A little way inland from the slate city of Kelper's Bluff, there stood a scrap of woodland untouched by the settlements around it. The trees were ancient, but defied sturdiness in ways that could repel carpenters at a hundred paces. Thin, useless branches, gnarled heartwood that snared any saw or axe that was buried in it, and bark that always seemed to be riddled with some bug or blight or another.

This did not discourage the great family.

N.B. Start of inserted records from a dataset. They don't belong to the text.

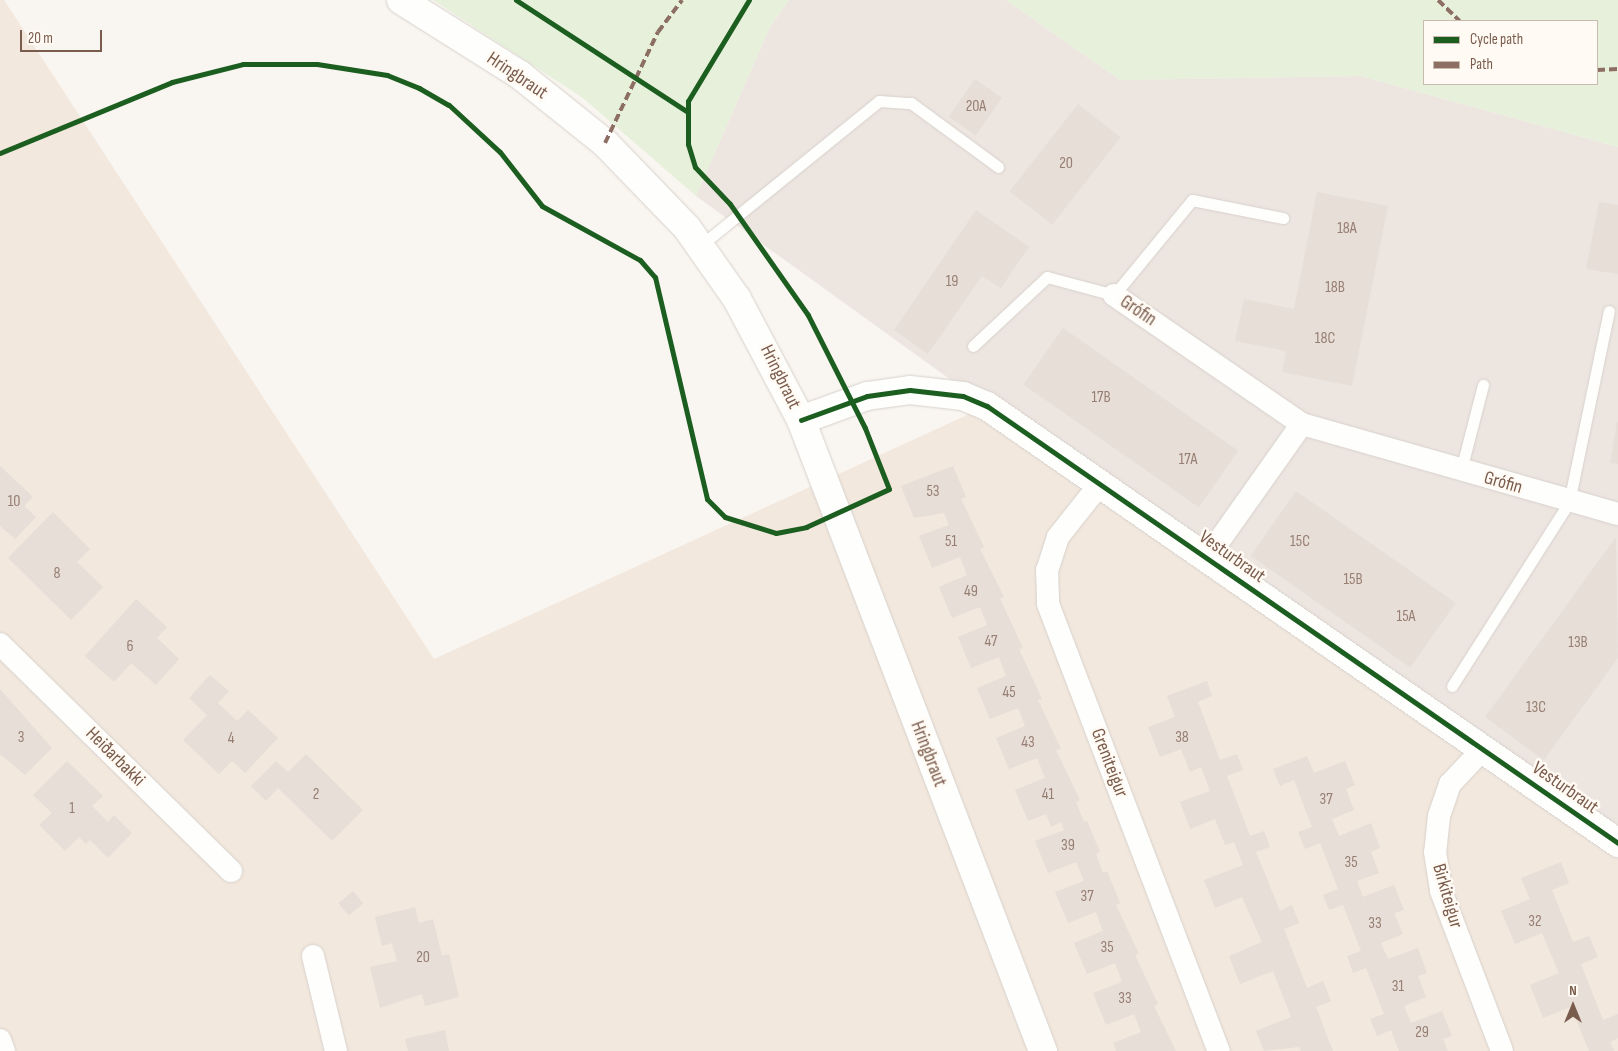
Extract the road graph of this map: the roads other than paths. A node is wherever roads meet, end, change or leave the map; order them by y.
1 (401, 0) edge
2 (998, 167) dead end
3 (1283, 218) dead end
4 (700, 246) junction
5 (1114, 295) junction
6 (1609, 311) dead end
7 (973, 346) dead end
8 (1482, 385) dead end
9 (801, 420) junction
10 (1302, 424) junction
11 (1461, 470) junction
12 (1100, 484) junction
13 (1569, 502) junction
14 (1618, 514) edge
15 (1207, 558) junction
16 (0, 644) edge
17 (1452, 686) dead end
18 (1482, 749) junction
19 (1618, 843) edge
20 (231, 871) dead end
21 (313, 956) dead end
22 (0, 1040) edge
23 (4, 1051) edge
24 (336, 1051) edge
25 (1043, 1051) edge
26 (1219, 1051) edge
27 (1502, 1051) edge

1 - 4 main road, Hringbraut
2 - 4 lane
3 - 5 lane
4 - 9 main road, Hringbraut
5 - 7 lane, Grófin
5 - 10 street, Grófin
6 - 13 lane
8 - 11 lane
9 - 12 main road, Vesturbraut
9 - 25 main road, Hringbraut
10 - 11 street, Grófin
10 - 15 street
11 - 13 street, Grófin
12 - 15 main road, Vesturbraut
12 - 26 street, Greniteigur
13 - 14 street, Grófin
13 - 17 lane
15 - 18 main road, Vesturbraut
16 - 20 street, Heiðarbakki
18 - 19 main road, Vesturbraut
18 - 27 street, Birkiteigur
21 - 24 street
22 - 23 street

Underneath this evening of deep red and scudding clouds and a scant few stars, they sat in a rough clearing at what could broadly be described as an intersection of paths. Flaxen tapestries of all colours, tethered to the knots and twists in the wood that could hold them, made shelters out of the twisted pathways and little spaces between the trees, leaving the clearing itself uncanopied for the firepits dotted around this great assembly of beasts, all sat quiet in this gnarled old place.

Two skunks, perhaps a father and son, sat beside one of the fires, and if a beast paid very close attention they would see the father whispering. They would see the beasts around him - more hares than any others perhaps, but still a motley bunch - picking up his whispers and passing them on, from beast to beast around the firesides and outwards until they reached the edge of the crowd and disappeared, melting into the whispers of the leaves far above.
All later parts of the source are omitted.